Playwright Tracy Letts creates Superior Donuts (his first play after the tough-to-follow 2008 Pulitzer Prize-winning August: Osage County) around the intimacies and secrets of the hardscrabble characters who come and go through the small urban store. The dingy intimacy of the donut shop allows a fully engaged Crowley to gradually infuse life back into his depressed Arthur, whose wispy grey ponytail seems to be the only thing holding him together. Crowley has to juggle early scenes where Arthur is barely responding to the cops sent to investigate the break-in vandalism, especially the comely, interested, and well-named Officer Randy: “This ain’t a ‘hate crime’ cause ‘pussies’ ain’t a social group,” she helpfully explains to the stunned Arthur, whose story tumbles out in direct addresses to the audience in the exact, intimate, often painful details of memory.
While the shop “Superior Donuts” allows the comedic characters to stop by for an occasional donut and a punchline, Arthur has to stay, exploring and exposing his soul in Superior Donuts, and Crowley’s artistry makes it time well-spent.
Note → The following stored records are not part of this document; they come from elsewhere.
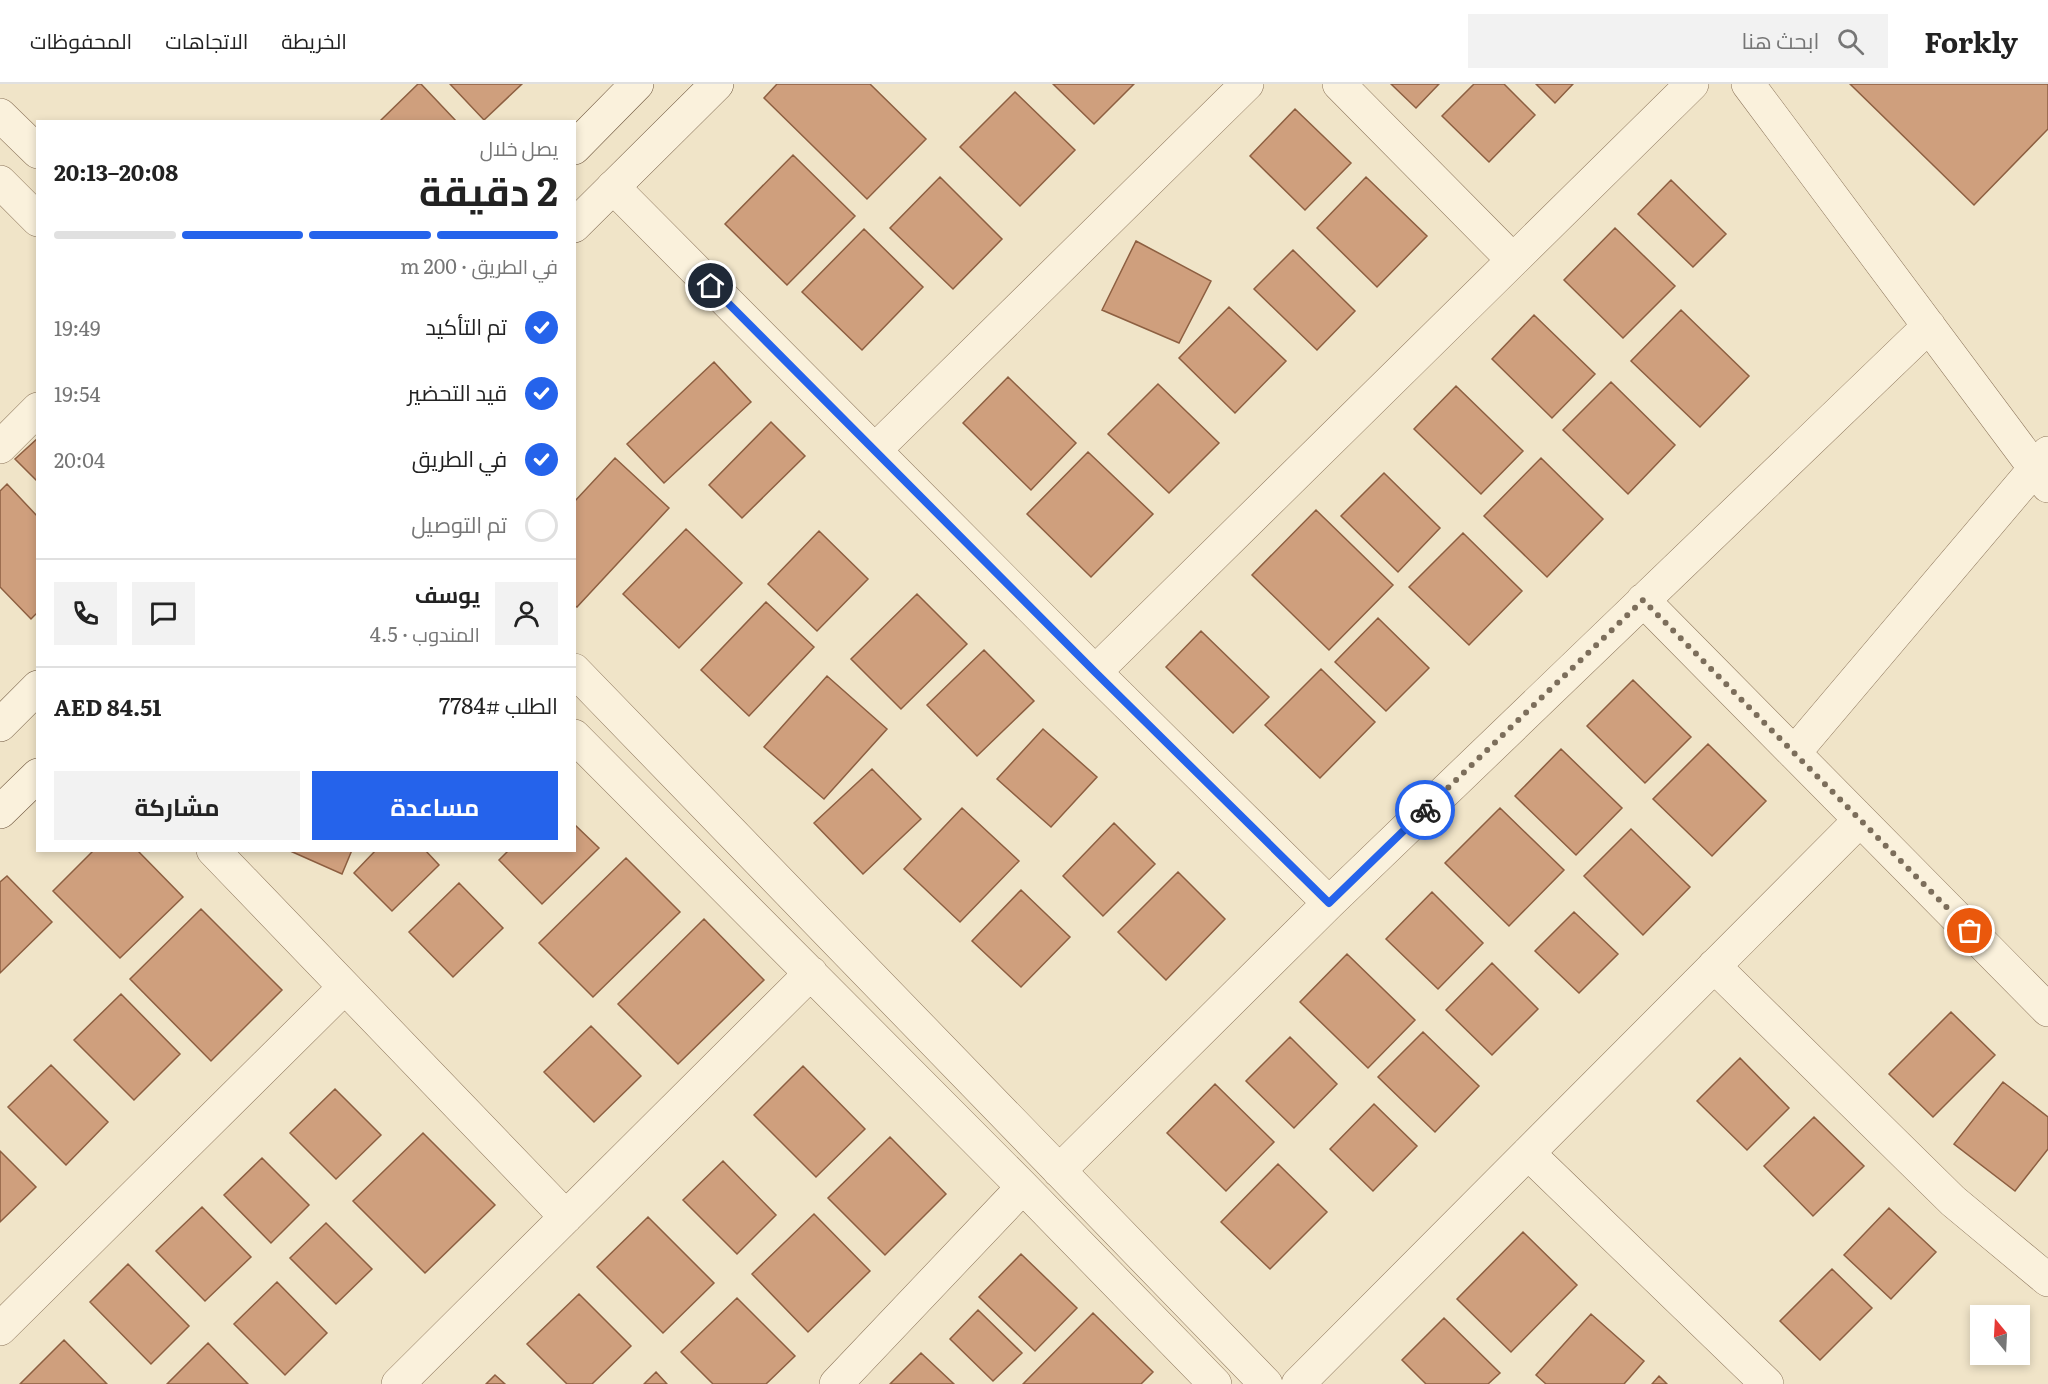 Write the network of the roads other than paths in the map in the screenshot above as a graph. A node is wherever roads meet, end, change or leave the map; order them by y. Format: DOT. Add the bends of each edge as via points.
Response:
graph roads {
  1 [pos="637,84"];
  2 [pos="717,84"];
  3 [pos="1246,84"];
  4 [pos="1339,84"];
  5 [pos="1692,84"];
  6 [pos="1748,84"];
  7 [pos="0,114"];
  8 [pos="576,146"];
  9 [pos="36,150"];
  10 [pos="0,182"];
  11 [pos="614,187"];
  12 [pos="36,218"];
  13 [pos="576,224"];
  14 [pos="1513,260"];
  15 [pos="1929,326"];
  16 [pos="36,411"];
  17 [pos="0,447"];
  18 [pos="874,450"];
  19 [pos="2044,469"];
  20 [pos="1643,600"];
  21 [pos="576,672"];
  22 [pos="1095,672"];
  23 [pos="36,689"];
  24 [pos="0,725"];
  25 [pos="576,738"];
  26 [pos="1794,753"];
  27 [pos="36,777"];
  28 [pos="0,812"];
  29 [pos="1860,820"];
  30 [pos="215,852"];
  31 [pos="1329,903"];
  32 [pos="1714,966"];
  33 [pos="811,973"];
  34 [pos="344,988"];
  35 [pos="2048,1010"];
  36 [pos="1528,1153"];
  37 [pos="1059,1171"];
  38 [pos="1023,1187"];
  39 [pos="566,1217"];
  40 [pos="2048,1280"];
  41 [pos="0,1329"];
  42 [pos="398,1384"];
  43 [pos="836,1384"];
  44 [pos="1215,1384"];
  45 [pos="1266,1384"];
  46 [pos="1298,1384"];
  47 [pos="1767,1384"];
  1 -- 8 [label="street"];
  2 -- 11 [label="street"];
  3 -- 18 [label="street"];
  4 -- 14 [label="street"];
  5 -- 14 [label="street"];
  6 -- 15 [label="street"];
  7 -- 9 [label="street"];
  10 -- 12 [label="street"];
  11 -- 13 [label="street"];
  11 -- 18 [label="street"];
  14 -- 22 [label="street"];
  15 -- 19 [label="street"];
  15 -- 20 [label="street"];
  16 -- 17 [label="street"];
  18 -- 22 [label="street"];
  19 -- 26 [label="street"];
  20 -- 26 [label="street"];
  20 -- 31 [label="street"];
  21 -- 37 [label="street"];
  22 -- 31 [label="street"];
  23 -- 24 [label="street"];
  25 -- 33 [label="street"];
  26 -- 29 [label="street"];
  27 -- 28 [label="street"];
  29 -- 32 [label="street"];
  29 -- 35 [label="street"];
  30 -- 34 [label="street"];
  31 -- 37 [label="street"];
  32 -- 36 [label="street"];
  32 -- 40 [label="street" via="1953,1201"];
  33 -- 38 [label="street"];
  33 -- 39 [label="street"];
  34 -- 39 [label="street"];
  34 -- 41 [label="street"];
  36 -- 46 [label="street"];
  36 -- 47 [label="street"];
  37 -- 45 [label="street"];
  38 -- 43 [label="street"];
  38 -- 44 [label="street"];
  39 -- 42 [label="street"];
}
But at its heart, Superior Donuts is a two-character play, and when hungry-for-work, 21-year-old African-American Franco Wicks (Brooks Brantly) enters midway through Act 1, the play’s pulse quickens. Living up fully to his family motto—“never stop moving”—Brantly’s Franco is all-American bunk, funk, and verbal junk, conducting his own job interview with Arthur, hiring himself, negotiating his pay, benefits, profit-sharing, and planning for the future of this “coffee house,” all within minutes of closing the busted glass door.
So it’s perfectly plausible that Franco has written “the Great American Novel: America Will Be,” as he tells Arthur, collected in a dozen notebooks of various sizes, held together by rubber bands, and which Franco never lets out of his hands (Superior Donuts is filled with apt metaphors). And it makes sense that Franco lets Arthur read America Will Be (titled after a Langston Hughes poem) only after losing a bet that Arthur can’t name 10 African-American poets (one of the many times spontaneous applause fills the theater), and it’s wholly believable that Arthur does think American Will Be “is a Great American Novel.” When the few head-numbing scenes are done sucking the air from the play, the duo readily get back to the play’s heart.
Perfectly, Superior Donuts ends, not with the selling of Arthur’s shop to Max, but with a scene of hope. For as Franco perfectly told Arthur, “Donuts are not your life; donuts are no one’s life. Your life’s your life. . . . That’s what friends do: share their stories.” Arthur takes pen in hand to write and say “America Will Be” just before the final blackout. It’s a great work of art that ends with hope for the future, and the few “fuck yous” aimed at Starbucks along the way aren’t too shabby, either.